Re: From Prefix to Paradigm1 2005—World futures: The Journal of New Paradigm Research Translation by Frank Poletti and Sean M. Kelly
This essay is a translated chapter from a large study of the philosophy of ecology and biology. It looks at the vast array of reiterative processes in nature and culture and argues that continuous recursion is the core activity that sustains living processes at all levels. Therefore, the prefix “re,” which is central to the concepts of repetition, renewal, reinforcement, regeneration, reorganization, recursion, and religion, is a radical concept that should be considered at the paradigmatic level. The author shows that by working “revolutions into its revolutions” the process of RE complexly unifies and intermixes the past and future in order to generate the creative pulse of evolution.

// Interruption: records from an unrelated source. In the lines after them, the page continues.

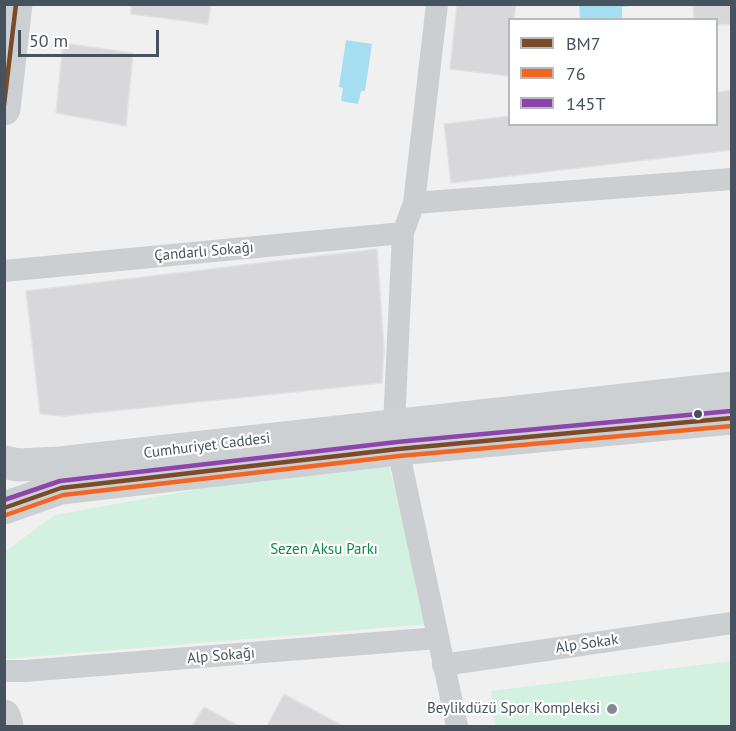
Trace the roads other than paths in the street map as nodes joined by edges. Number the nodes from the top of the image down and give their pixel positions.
1 (16, 4) edge
2 (437, 4) edge
3 (4, 109) edge
4 (732, 179) edge
5 (414, 204) junction
6 (404, 233) junction
7 (4, 271) edge
8 (732, 388) edge
9 (732, 418) edge
10 (396, 437) junction
11 (4, 462) edge
12 (4, 507) edge
13 (732, 623) edge
14 (438, 638) junction
15 (443, 665) junction
16 (4, 670) edge
17 (4, 716) edge
18 (7, 726) edge
19 (457, 726) edge

1 - 3 main road
2 - 5 street
4 - 5 street
5 - 6 street
6 - 7 street, Çandarlı Sokağı
6 - 10 street
8 - 10 main road, Cumhuriyet Caddesi
9 - 10 main road, Cumhuriyet Caddesi
10 - 11 main road, Cumhuriyet Caddesi
10 - 12 main road, Cumhuriyet Caddesi
10 - 14 street
13 - 15 street, Alp Sokak
14 - 15 street
14 - 16 street, Alp Sokağı
15 - 19 street
17 - 18 main road

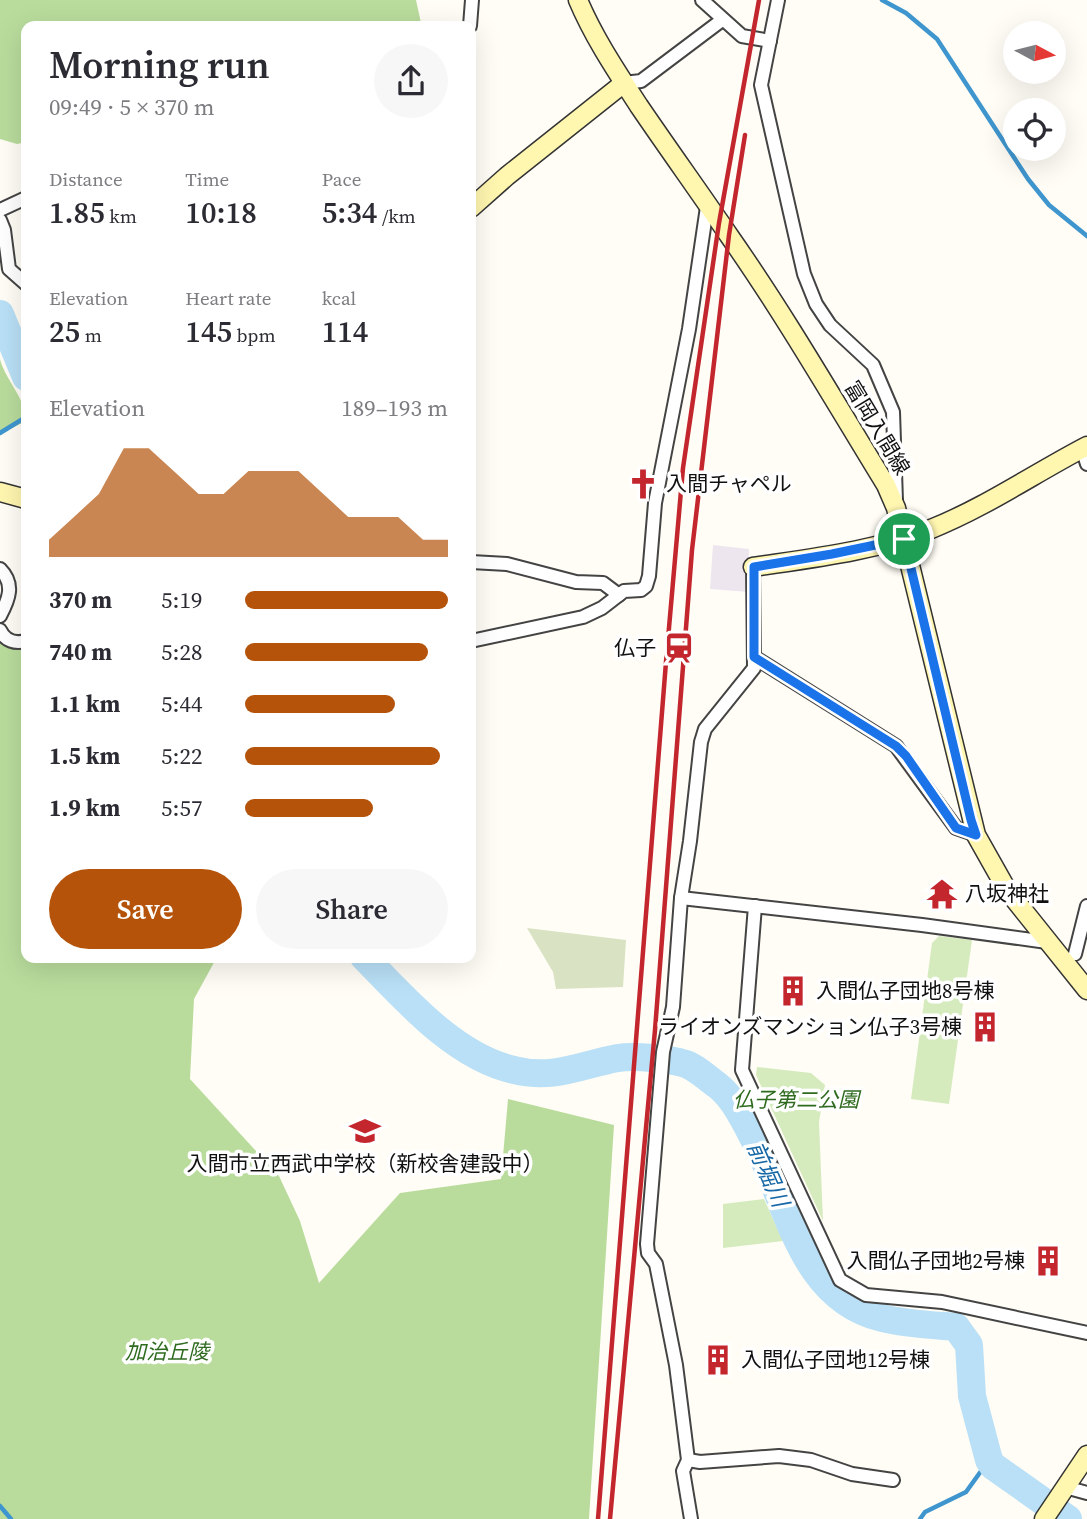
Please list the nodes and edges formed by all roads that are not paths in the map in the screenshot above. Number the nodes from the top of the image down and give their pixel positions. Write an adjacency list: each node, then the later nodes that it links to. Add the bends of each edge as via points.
1 (472, 0): 6 (street)
2 (578, 0): 8 (main road, 富岡入間線)
3 (702, 0): 5 (street)
4 (778, 0): 7 (street)
5 (722, 20): 7 (street, via 742,36); 8 (street, via 641,81)
6 (470, 21)
7 (770, 41): 18 (street, via 761,85 804,274 830,325 873,365 893,412)
8 (624, 83): 10 (main road); 11 (main road, 富岡入間線)
9 (21, 200): 12 (street)
10 (476, 204)
11 (707, 207): 18 (main road, 富岡入間線, via 795,336); 23 (street, via 655,503 649,576 641,590)
12 (0, 210)
13 (0, 220): 14 (street, via 9,269)
14 (21, 280)
15 (1085, 453): 19 (main road)
16 (0, 492): 17 (main road)
17 (21, 498)
18 (896, 508): 19 (main road, 富岡入間線)
19 (904, 539): 21 (main road); 29 (main road, 富岡入間線)
20 (476, 562): 23 (street, via 603,583)
21 (754, 567): 28 (street)
22 (0, 569): 24 (street, via 10,587)
23 (619, 595): 26 (street, via 583,617)
24 (0, 616)
25 (0, 630): 27 (street, via 9,641)
26 (476, 640)
27 (21, 641)
28 (754, 657): 29 (street, via 896,746 956,828); 30 (street, via 754,668 705,729 701,742)
29 (976, 835): 33 (main road, 富岡入間線, via 1007,890)
30 (681, 898): 31 (street); 38 (street, via 673,1007 663,1052 648,1253 656,1264 671,1340)
31 (755, 906): 33 (street); 36 (street, via 742,1070 840,1280 866,1295 942,1302)
32 (1087, 906): 34 (street)
33 (1047, 942): 34 (main road, 富岡入間線)
34 (1076, 958): 35 (main road, 富岡入間線)
35 (1087, 990)
36 (1087, 1333)
37 (1087, 1455): 41 (main road)
38 (688, 1460): 39 (street, via 779,1456); 42 (street, via 683,1471)
39 (893, 1480)
40 (1087, 1493): 41 (street)
41 (1053, 1505)
42 (691, 1519)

Part I From the RE of Physics to the RE of Biology Toward a Radical Conceptualization of RE The idea of active organization is synonymous with permanent (or continuous) reorganization. As we have seen,2 all machine-beings,3 from stars to living individuals, organize and reorganize themselves in and through the repetition of processes, the renewal of components, and the restabilizing of stationary, or homeostatic, states. Each permanent reorganization is, simultaneously, a permanent regeneration, in the sense that the continuous re-immersion of being and existence involves a permanent recursion, which is necessary to the production of that being. We find the prefix “re” in all of the following terms: reorganization, recursion, repetition, renewal, restabilization, and regeneration. In what follows, we will explore a much more radical conceptualization of “re.” I will start by proposing a macro-concept described with the capitals letters “RE.” Even at first glance, the root concept RE appears surprisingly rich. It includes at once:
the idea of repetition (and multiplication); the idea of re-beginning and renewal; the idea of reinforcement; the idea of communication (or connection) between things that otherwise would be separated (as in the words re-unite and re-ligion).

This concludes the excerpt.